There’s also Anarchism: A Very Short Introduction by Colin Ward, which is an excellent introduction to anarchism today. I like all the VSIs, because they’re small enough to slip in a slacks pocket and read anywhere.
Freehand says
As an atheist who was raised to be a fundamentalist, I’d like to point out that he is as unfamiliar with that particular brand of confused mind as he is about Dawkins.
Quote: “These atheists share a naïve belief with these fundamentalists in our innate goodness and decency. They, like all religious fundamentalists, fail to grasp the dark reality of human nature, our own capacity for evil, and the morally neutral universe we inhabit.”

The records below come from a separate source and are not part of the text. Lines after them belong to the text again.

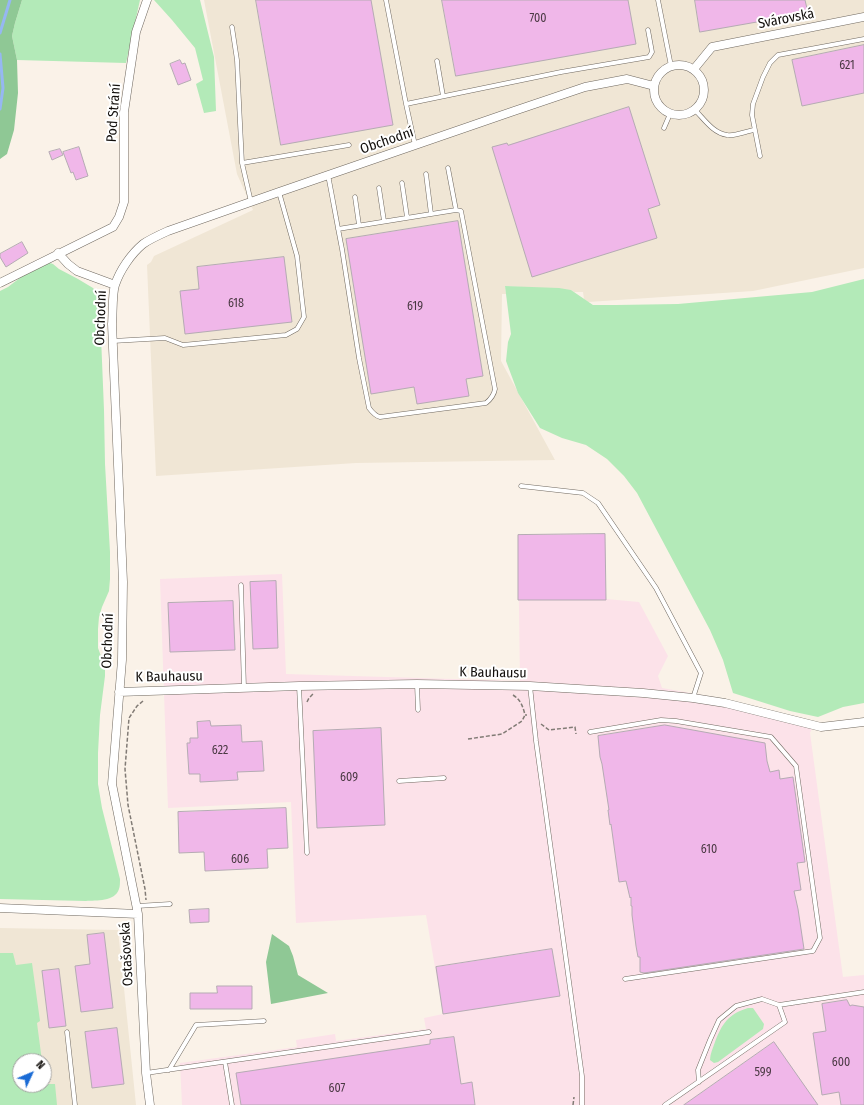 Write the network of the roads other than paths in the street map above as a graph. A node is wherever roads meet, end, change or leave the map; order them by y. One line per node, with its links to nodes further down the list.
1 (147, 0): 36 (street, Pod Strání)
2 (386, 0): 13 (lane)
3 (658, 0): 9 (lane)
4 (864, 17): 10 (street, Svárovská)
5 (232, 27): 21 (lane)
6 (648, 30): 12 (lane)
7 (864, 39): 17 (lane)
8 (437, 61): 12 (lane)
9 (671, 66): 10 (street); 11 (street)
10 (694, 69): 14 (street)
11 (654, 86): 15 (street); 19 (street, Obchodní)
12 (443, 96): 13 (lane)
13 (406, 104): 19 (lane)
14 (695, 110): 15 (street); 17 (lane)
15 (670, 114): 16 (lane)
16 (664, 128)
17 (754, 130): 20 (lane)
18 (349, 145): 21 (lane)
19 (415, 145): 24 (street, Obchodní)
20 (760, 156)
21 (242, 163): 29 (lane)
22 (448, 168): 30 (lane)
23 (426, 174): 31 (lane)
24 (328, 175): 27 (street, Obchodní); 35 (lane)
25 (402, 183): 32 (lane)
26 (379, 188): 33 (lane)
27 (279, 192): 29 (street, Obchodní); 39 (lane)
28 (355, 197): 34 (lane)
29 (251, 202): 38 (street, Obchodní)
30 (456, 210): 31 (lane); 35 (lane)
31 (431, 214): 32 (lane)
32 (408, 217): 33 (lane)
33 (384, 221): 34 (lane)
34 (359, 225): 35 (lane)
35 (338, 228)
36 (58, 253): 37 (street); 38 (street)
37 (0, 283)
38 (115, 285): 39 (street, Obchodní)
39 (112, 341): 46 (street, Obchodní)
40 (521, 486): 47 (lane)
41 (241, 585): 45 (lane)
42 (417, 684): 43 (street, K Bauhausu); 44 (street, K Bauhausu); 48 (lane)
43 (299, 686): 45 (street, K Bauhausu); 53 (lane)
44 (530, 686): 47 (street, K Bauhausu); 70 (lane)
45 (244, 688): 46 (street, K Bauhausu)
46 (118, 692): 56 (street, Obchodní)
47 (693, 698): 49 (street, K Bauhausu)
48 (418, 710)
49 (864, 722)
50 (590, 732): 57 (lane)
51 (444, 778): 52 (lane)
52 (399, 781)
53 (307, 853)
54 (170, 904): 56 (lane)
55 (0, 908): 56 (street, Ostašovská)
56 (137, 910): 65 (street, Ostašovská)
57 (625, 979)
58 (864, 992): 59 (lane)
59 (778, 1005): 66 (lane); 66 (lane)
60 (264, 1021): 64 (lane)
61 (67, 1032): 67 (lane)
62 (429, 1032): 63 (lane)
63 (225, 1062): 64 (lane); 69 (lane)
64 (169, 1070): 65 (lane)
65 (146, 1074): 68 (street, Ostašovská)
66 (699, 1082): 71 (lane)
67 (76, 1105)
68 (150, 1105)
69 (232, 1105)
70 (582, 1105)
71 (665, 1105) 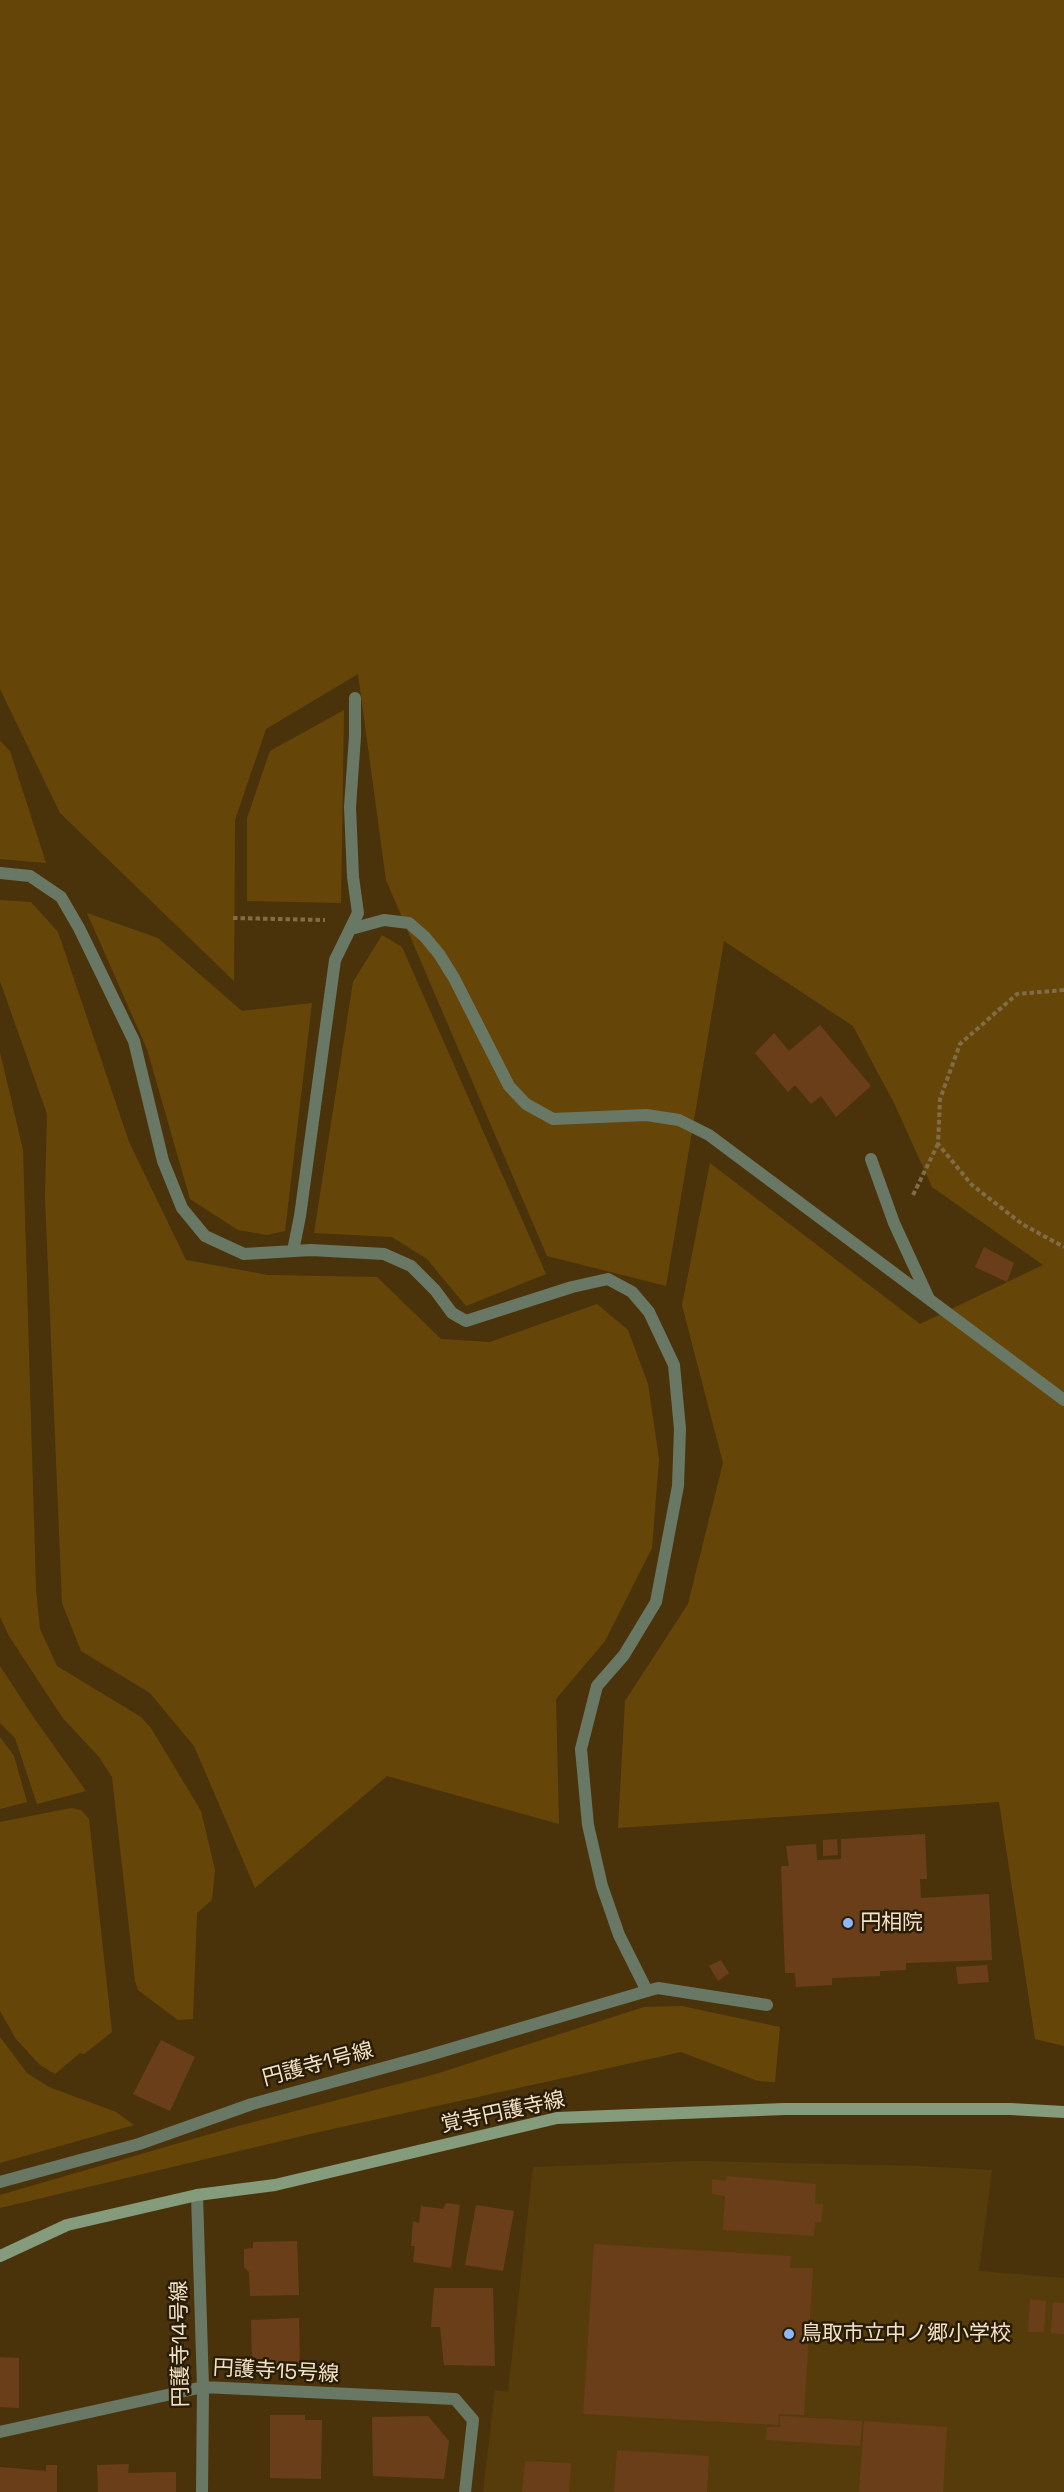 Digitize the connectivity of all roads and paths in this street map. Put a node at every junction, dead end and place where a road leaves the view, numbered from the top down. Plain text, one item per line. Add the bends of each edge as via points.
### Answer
1 (355, 698) dead end
2 (0, 873) edge
3 (233, 918) dead end
4 (352, 925) junction
5 (1064, 990) edge
6 (938, 1144) junction
7 (871, 1159) dead end
8 (898, 1232) junction
9 (1064, 1247) edge
10 (292, 1251) junction
11 (930, 1302) junction
12 (1064, 1400) edge
13 (647, 1991) junction
14 (767, 2005) dead end
15 (1064, 2112) edge
16 (0, 2182) edge
17 (197, 2195) junction
18 (0, 2256) edge
19 (203, 2387) junction
20 (0, 2432) edge
21 (202, 2492) edge
22 (465, 2492) edge

1 - 4 street via 350,807 358,913
2 - 10 street via 30,876 61,897 79,928 134,1041 164,1161 182,1208 205,1236 244,1254
3 - 4 path via 290,917
4 - 10 street via 335,960
4 - 11 street via 384,920 409,923 425,937 454,978 509,1086 526,1104 553,1119 646,1115 678,1120 709,1135
5 - 6 path via 1017,994 960,1044 939,1099
6 - 8 path
6 - 9 path via 972,1185 1022,1224
7 - 8 street
8 - 11 street
10 - 13 street via 384,1254 411,1266 452,1313 466,1320 608,1279 632,1292 649,1312 674,1365 680,1429 678,1486 656,1602 624,1655 597,1686 581,1749 588,1825 602,1886 619,1935
11 - 12 street
13 - 14 street, 円護寺1号線 via 658,1988
13 - 16 street, 円護寺1号線 via 252,2104 139,2144
15 - 17 street, 覚寺円護寺線 via 784,2109 557,2118 275,2185
17 - 18 street, 覚寺円護寺線 via 68,2225
17 - 19 street, 円護寺14号線
19 - 20 street, 円護寺15号線
19 - 21 street, 円護寺14号線
19 - 22 street, 円護寺15号線 via 455,2399 473,2420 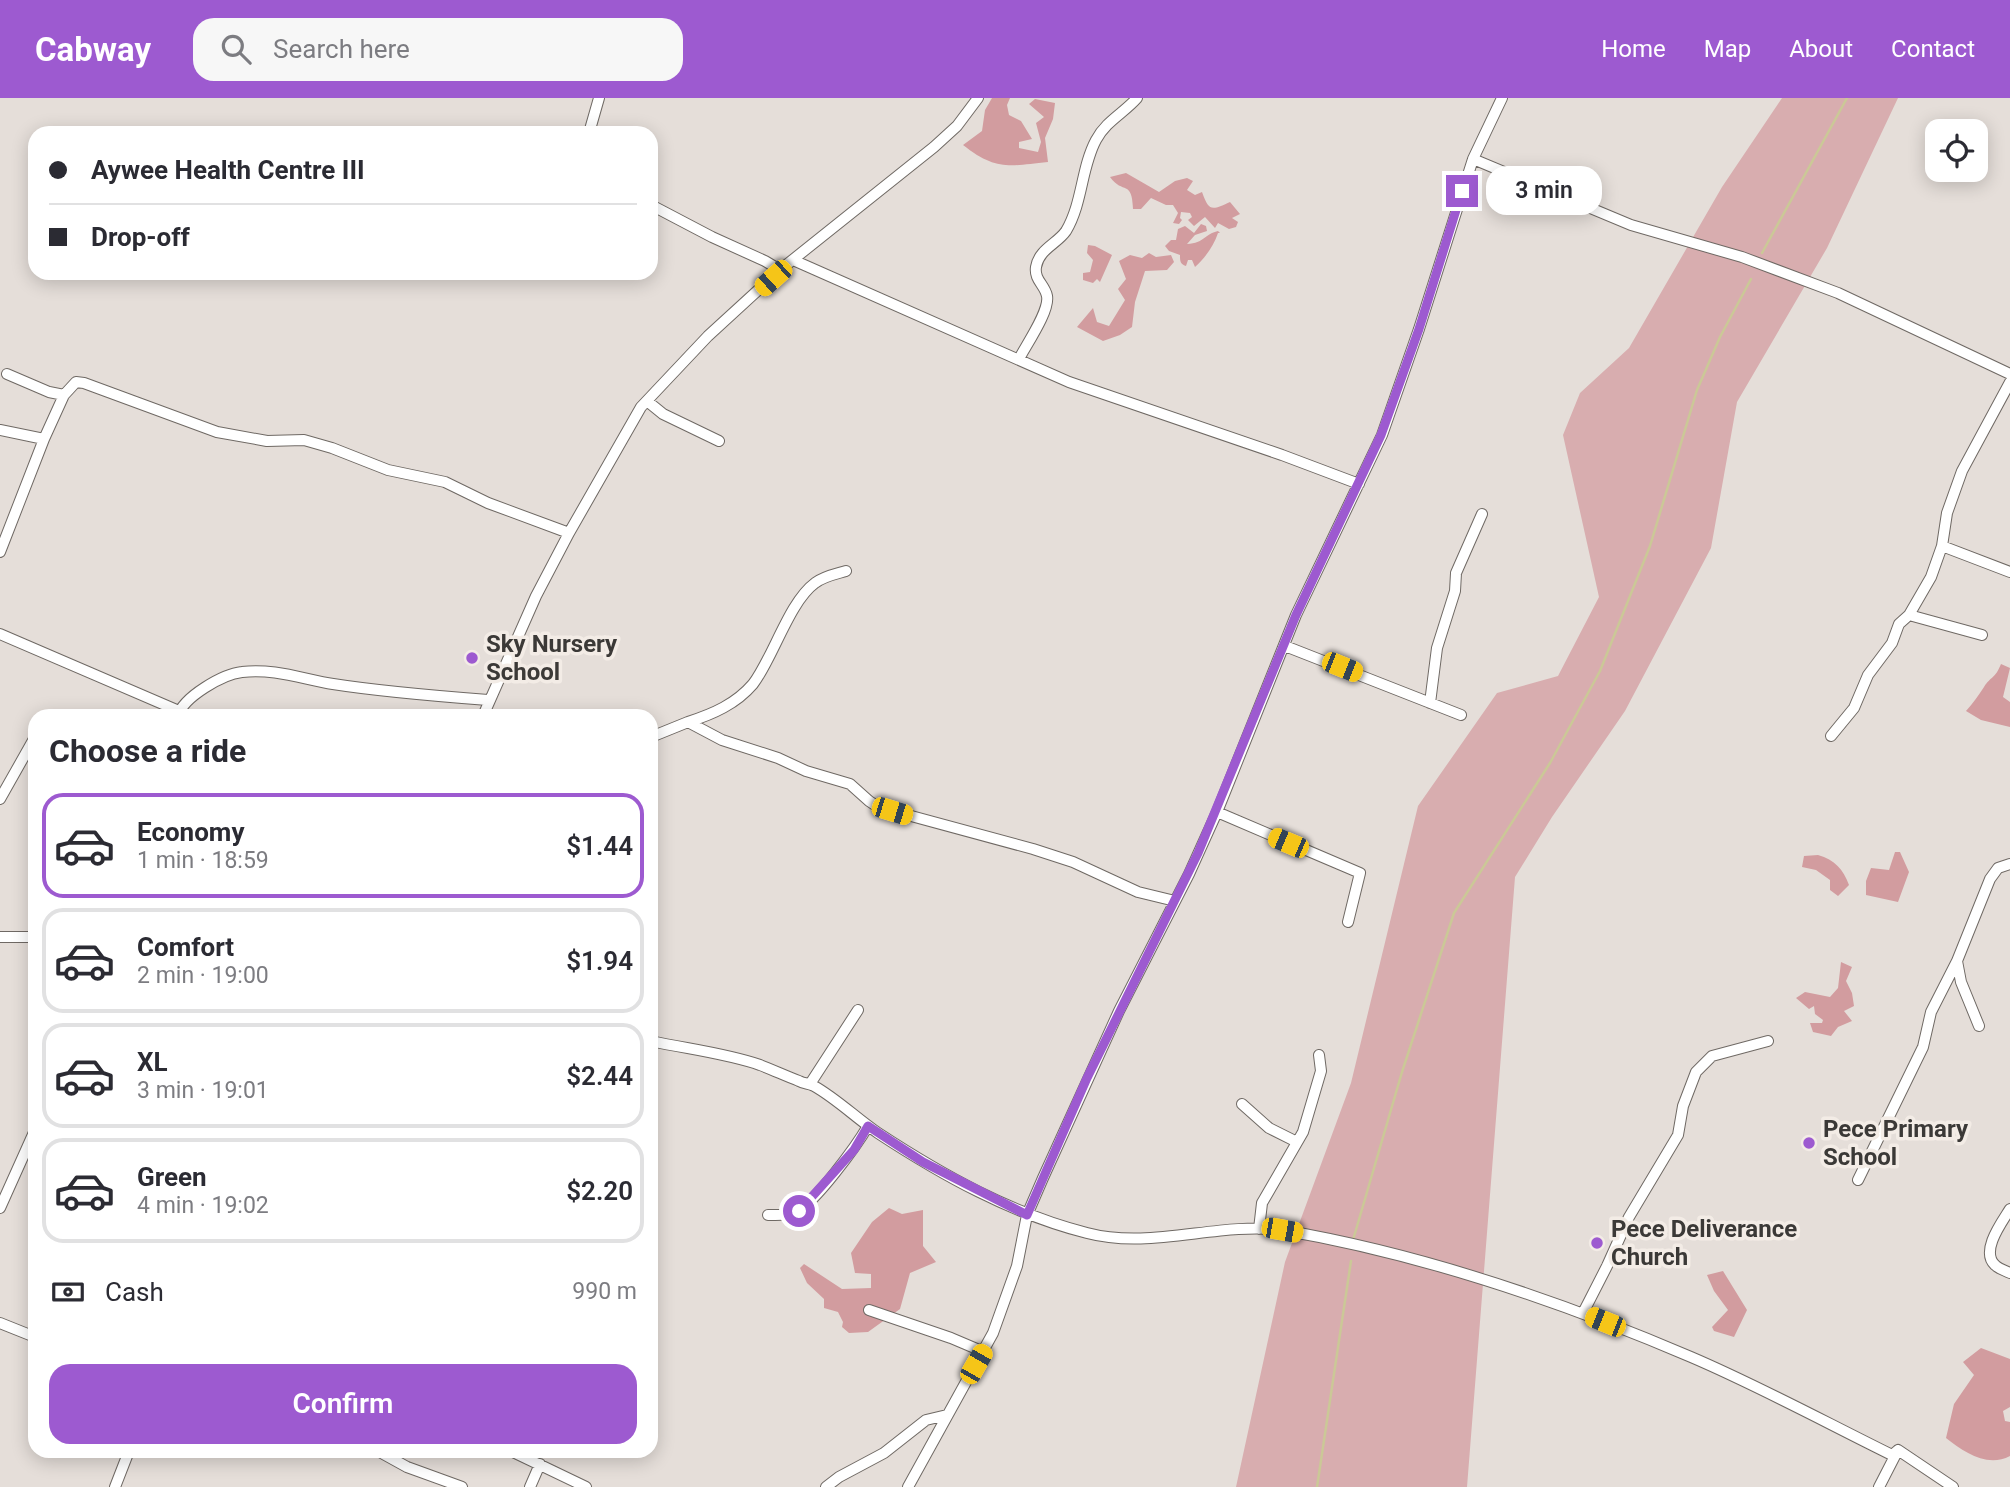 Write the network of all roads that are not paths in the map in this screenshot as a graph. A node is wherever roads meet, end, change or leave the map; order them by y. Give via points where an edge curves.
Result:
1 (599, 98) edge
2 (978, 98) edge
3 (1137, 98) edge
4 (1502, 98) edge
5 (591, 126) edge
6 (1473, 159) junction
7 (658, 212) edge
8 (793, 260) junction
9 (780, 270) junction
10 (1018, 359) junction
11 (7, 374) dead end
12 (2010, 374) edge
13 (2010, 382) edge
14 (64, 395) junction
15 (647, 401) junction
16 (0, 430) edge
17 (44, 439) junction
18 (719, 441) dead end
19 (1359, 484) junction
20 (1482, 514) dead end
21 (569, 533) junction
22 (1942, 546) junction
23 (0, 552) edge
24 (846, 571) dead end
25 (2010, 572) edge
26 (1909, 615) junction
27 (0, 634) edge
28 (1982, 635) dead end
29 (1285, 646) junction
30 (488, 700) junction
31 (1430, 703) junction
32 (170, 709) edge
33 (182, 709) edge
34 (486, 709) edge
35 (1461, 715) dead end
36 (688, 722) junction
37 (658, 734) edge
38 (1831, 736) dead end
39 (28, 749) edge
40 (0, 799) edge
41 (1217, 812) junction
42 (2010, 864) edge
43 (1175, 901) junction
44 (1348, 922) dead end
45 (0, 937) edge
46 (28, 937) edge
47 (1957, 961) junction
48 (858, 1010) dead end
49 (1979, 1026) dead end
50 (1768, 1041) dead end
51 (658, 1043) edge
52 (1319, 1055) dead end
53 (810, 1084) junction
54 (1242, 1104) dead end
55 (868, 1126) junction
56 (1297, 1142) junction
57 (28, 1146) edge
58 (1858, 1181) dead end
59 (0, 1208) edge
60 (2010, 1209) edge
61 (768, 1215) dead end
62 (1027, 1215) junction
63 (1259, 1229) junction
64 (2010, 1273) edge
65 (869, 1311) dead end
66 (1583, 1313) junction
67 (0, 1324) edge
68 (28, 1334) edge
69 (984, 1352) junction
70 (947, 1415) junction
71 (1898, 1450) junction
72 (126, 1458) edge
73 (391, 1458) edge
74 (527, 1458) edge
75 (540, 1464) junction
76 (115, 1487) edge
77 (462, 1487) edge
78 (530, 1487) edge
79 (586, 1487) edge
80 (827, 1487) edge
81 (908, 1487) edge
82 (1879, 1487) edge
83 (1953, 1487) edge

1 - 5 street
2 - 8 street via 934,147
3 - 10 street via 1098,137 1075,213 1037,263 1047,302
4 - 6 street
6 - 12 street via 1631,225 1742,257 1838,293
6 - 19 street via 1419,329
7 - 9 street
8 - 9 street
8 - 10 street
9 - 15 street via 708,336
10 - 19 street via 1069,382
11 - 14 street
13 - 22 street via 1962,471 1947,513
14 - 17 street
14 - 21 street via 76,382 85,383 217,432 267,441 304,440 388,470 444,482
15 - 18 street via 663,414
15 - 21 street
16 - 17 street
17 - 23 street
19 - 29 street
20 - 31 street via 1456,573 1437,648
21 - 30 street
22 - 25 street
22 - 26 street
24 - 36 street via 816,582 808,590 746,692 713,714
26 - 28 street
26 - 38 street via 1868,675 1854,708
27 - 32 street
29 - 31 street
29 - 41 street
30 - 33 street via 242,672 191,697
30 - 34 street
31 - 35 street
36 - 37 street
36 - 43 street via 722,740 850,784 878,807 1043,852 1138,892
39 - 40 street
41 - 43 street
41 - 44 street via 1360,873
42 - 47 street via 1998,868 1990,879
43 - 62 street via 1087,1078
45 - 46 street
47 - 49 street
47 - 58 street via 1931,1012 1923,1047
48 - 53 street
50 - 66 street via 1712,1056 1696,1072 1678,1135 1629,1217
51 - 53 street via 759,1065
52 - 56 street via 1321,1071
53 - 55 street
54 - 56 street via 1269,1128
55 - 61 street via 854,1150 799,1211
55 - 62 street via 923,1162
56 - 63 street via 1259,1209
57 - 59 street
60 - 64 street via 1996,1231 1991,1258 1995,1266
62 - 63 street via 1086,1233 1128,1239
62 - 69 street via 1017,1266
63 - 66 street via 1364,1246
65 - 69 street
66 - 71 street via 1693,1358 1892,1455
67 - 68 street
69 - 70 street
70 - 80 street via 926,1420 878,1457
70 - 81 street
71 - 82 street
71 - 83 street
72 - 76 street
73 - 77 street
74 - 75 street
75 - 78 street
75 - 79 street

Excuse me? I was fed hellfire and brimstone for breakfast my whole childhood, and if fundamentalists have a message about human nature, it is that we are evil and depraved, and it is only by wallowing before the Abusive Daddy in the Sky that we can hope to stave off our just punishment.
PZ Myers says
So Hedges defines god as simply something that one thinks is very important?
What crap. He makes his argument by inventing bizarre definitions that have no correspondence with actual usage.
Sven DiMilo says
Sure, make my little box–decorated only by 2-dimensional representations of highly endangered chelonians–just that much more lonely, why dontcha.
You’re asking the wrong guy, man.
Sorry, are you folks still talking seriously about atheism? My apologies. Carry on.
JJR says
His descriptions of the “New Atheists” sounds awfully—18th century. He’s attacking a straw-man. For the record, I have some of the same difficulties with Harris & Hitchens that he does.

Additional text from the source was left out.